Auf dem Platze, wo jetzt das Schloss Neuschwanstein steht, hat früher eine alte Burg gestanden, von der man von Mauern und Überreste sah, ehe man das jetzige Schloss zu bauen angefangen. Auf diesem alten Gemäuer sah man des Nachts oftermalen einen Geist in einem weißen Priestergewande hin und her gehen. Zuletzt stürzte er sich jedesmal über die Felsen hinab in die Pöllatschlucht und verschwand dort.

 

Auch ein Schatz lag in diesen Ruinen verborgen und wurde von einer Frau gehütet. Man hat diese öfters gesehen, und einmal kam sie sogar zu Leuten, die in der Nähe arbeiteten, und sagte ihnen, dass in der Burg in einem Gange eine große Kiste voll Geld wäre, das sie alles nehmen könnten, wenn sie den großen scharzen Hund, der auf der Kiste sitze, nicht fürchteten und mit der Wurzel, die nebenan liege, die Truhe aufschlössen.
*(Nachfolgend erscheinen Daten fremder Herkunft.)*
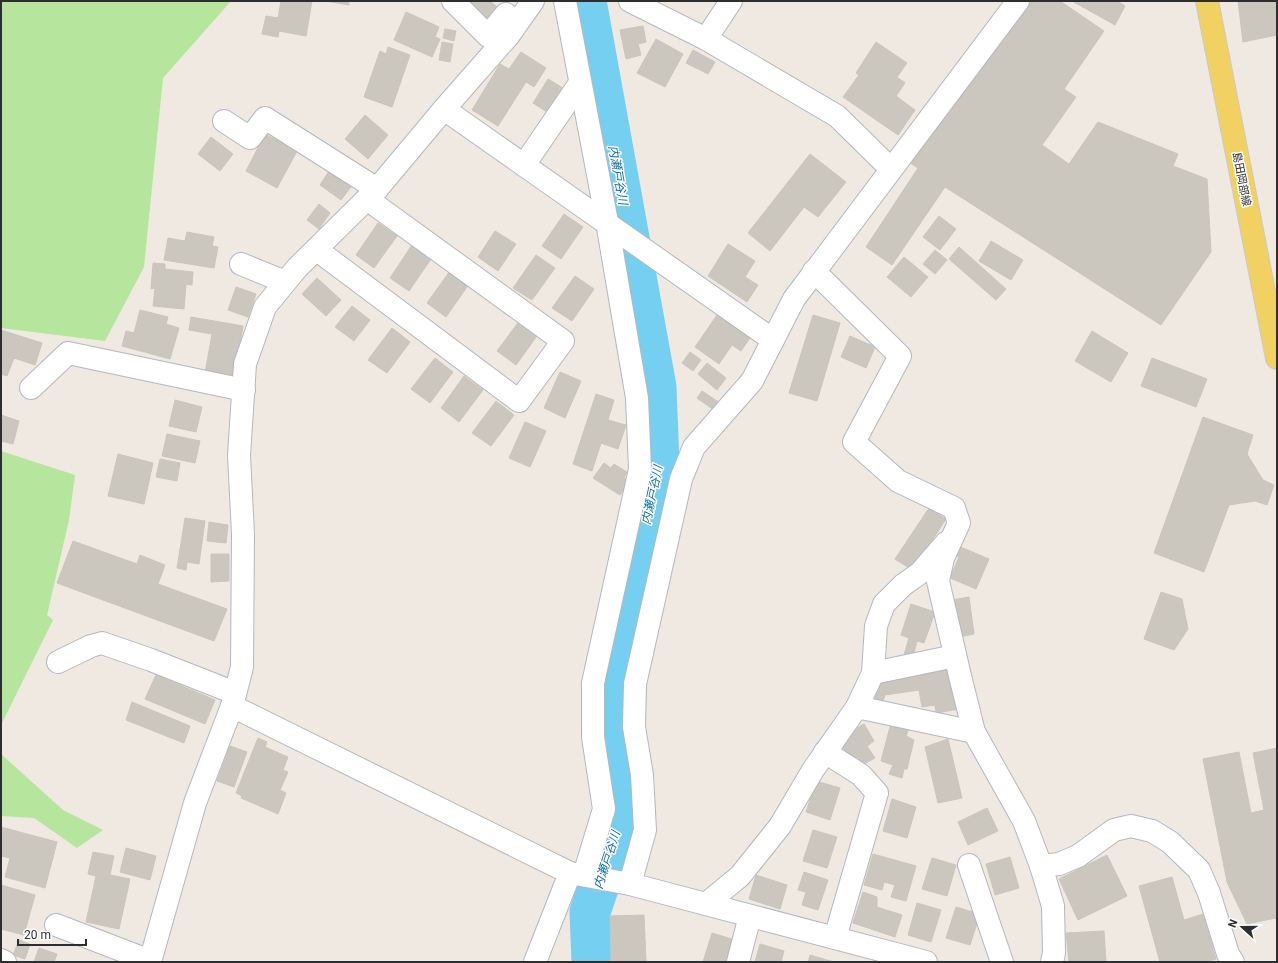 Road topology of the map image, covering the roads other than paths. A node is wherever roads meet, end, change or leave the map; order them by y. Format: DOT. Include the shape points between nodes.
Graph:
graph roads {
  1 [pos="453,1"];
  2 [pos="515,1"];
  3 [pos="533,1"];
  4 [pos="564,1"];
  5 [pos="630,1"];
  6 [pos="731,1"];
  7 [pos="1018,1"];
  8 [pos="1207,1"];
  9 [pos="488,36"];
  10 [pos="706,39"];
  11 [pos="580,83"];
  12 [pos="459,92"];
  13 [pos="444,109"];
  14 [pos="224,121"];
  15 [pos="524,165"];
  16 [pos="891,169"];
  17 [pos="372,194"];
  18 [pos="607,222"];
  19 [pos="317,250"];
  20 [pos="241,264"];
  21 [pos="814,271"];
  22 [pos="285,282"];
  23 [pos="773,340"];
  24 [pos="1277,358"];
  25 [pos="31,388"];
  26 [pos="244,390"];
  27 [pos="953,535"];
  28 [pos="955,656"];
  29 [pos="58,662"];
  30 [pos="873,673"];
  31 [pos="234,700"];
  32 [pos="857,707"];
  33 [pos="974,732"];
  34 [pos="825,752"];
  35 [pos="969,865"];
  36 [pos="1041,866"];
  37 [pos="577,874"];
  38 [pos="623,882"];
  39 [pos="706,904"];
  40 [pos="750,916"];
  41 [pos="56,925"];
  42 [pos="835,938"];
  43 [pos="1,960"];
  44 [pos="150,961"];
  45 [pos="5,962"];
  46 [pos="535,962"];
  47 [pos="738,962"];
  48 [pos="926,962"];
  49 [pos="1002,962"];
  50 [pos="1052,962"];
  51 [pos="1233,962"];
  1 -- 9 [label="street"];
  2 -- 9 [label="street"];
  3 -- 12 [label="street" via="509,35"];
  4 -- 11 [label="street"];
  5 -- 10 [label="street"];
  6 -- 10 [label="street"];
  7 -- 16 [label="street"];
  8 -- 24 [label="main road, 島田岡部線"];
  9 -- 12 [label="street" via="470,57 457,83"];
  10 -- 16 [label="street" via="837,116"];
  11 -- 15 [label="street"];
  11 -- 18 [label="street"];
  12 -- 13 [label="street"];
  13 -- 15 [label="street"];
  13 -- 17 [label="street"];
  14 -- 17 [label="street" via="250,138 265,118"];
  15 -- 18 [label="street"];
  16 -- 21 [label="street"];
  17 -- 19 [label="street"];
  17 -- 19 [label="street" via="563,341 519,401"];
  18 -- 23 [label="street"];
  18 -- 37 [label="street" via="637,398 640,469 593,683 593,737 604,809"];
  19 -- 22 [label="street"];
  20 -- 22 [label="street"];
  21 -- 23 [label="street" via="794,299"];
  21 -- 27 [label="street" via="900,356 854,442 898,481 954,508 959,523"];
  22 -- 26 [label="street" via="265,307 245,364"];
  23 -- 38 [label="street" via="752,381 694,447 681,479 635,684 634,726 642,775 645,830"];
  25 -- 26 [label="street" via="68,353"];
  26 -- 31 [label="street" via="239,455 243,534 242,667"];
  27 -- 28 [label="street" via="943,558 938,581"];
  27 -- 30 [label="street" via="920,573 884,604 876,626"];
  28 -- 30 [label="street"];
  28 -- 33 [label="street"];
  29 -- 31 [label="street" via="102,643 151,660"];
  30 -- 32 [label="street"];
  31 -- 37 [label="street"];
  31 -- 44 [label="street" via="195,803"];
  32 -- 33 [label="street"];
  32 -- 34 [label="street"];
  33 -- 36 [label="street" via="1024,821"];
  34 -- 39 [label="street" via="780,826 740,876"];
  34 -- 42 [label="street" via="861,775 877,793"];
  35 -- 49 [label="street"];
  36 -- 50 [label="street" via="1053,906"];
  36 -- 51 [label="street" via="1059,864 1078,856 1114,830 1131,826 1152,831 1170,842 1198,870 1209,893 1228,954"];
  37 -- 38 [label="street"];
  37 -- 46 [label="street"];
  38 -- 39 [label="street"];
  39 -- 40 [label="street"];
  40 -- 42 [label="street"];
  40 -- 47 [label="street"];
  41 -- 44 [label="street"];
  42 -- 48 [label="street"];
  43 -- 45 [label="street"];
}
Als die Leute aber zum Gange kamen, bemächtigte sich ihrer Furcht und sie flohen davon.

 

Später aber hat es ein armer Mann von Schwangau lange versucht, den Schatz zu heben, und gar oft und fleißig in dem Gemäuer herumgegraben, obgleich ihn die Leute der Umgegend dessentwegen oft verspotteten und auslachten. Zuletzt aber scheint er doch zum Schatz gelangt zu sein; denn er baute sich auf einmal ein schönes, großes Haus, richtete einen Laden ein, und da er fortan immer Geld genug hatte, sagte man insgemein, er habe den Schatz im alten Schlosse gehoben und sei davon so reich geworden.

 

Reiser

 

Auf Frauen als Schatzhüterinnen trifft man bei vielen Burgen. Manchmal sind sie als Hinweis auf eine verlorengegangene weibliche Kultur zu verstehen. Nicht immer sind die Schatzhüterinnen so wohlgesonnen wie in der Sage vom Schwanstein-Schatz. Ein furchteinflößender Geisterhund bewacht den Schatz. Da die Welten der Lebenden und Verstorbenen durchlässig waren, wurden Wachhunde häufig über einem Schatz begraben. Daher kommt das Sprichwort "hier liegt der Hund begraben" wenn man dem Wesenskern nahe ist.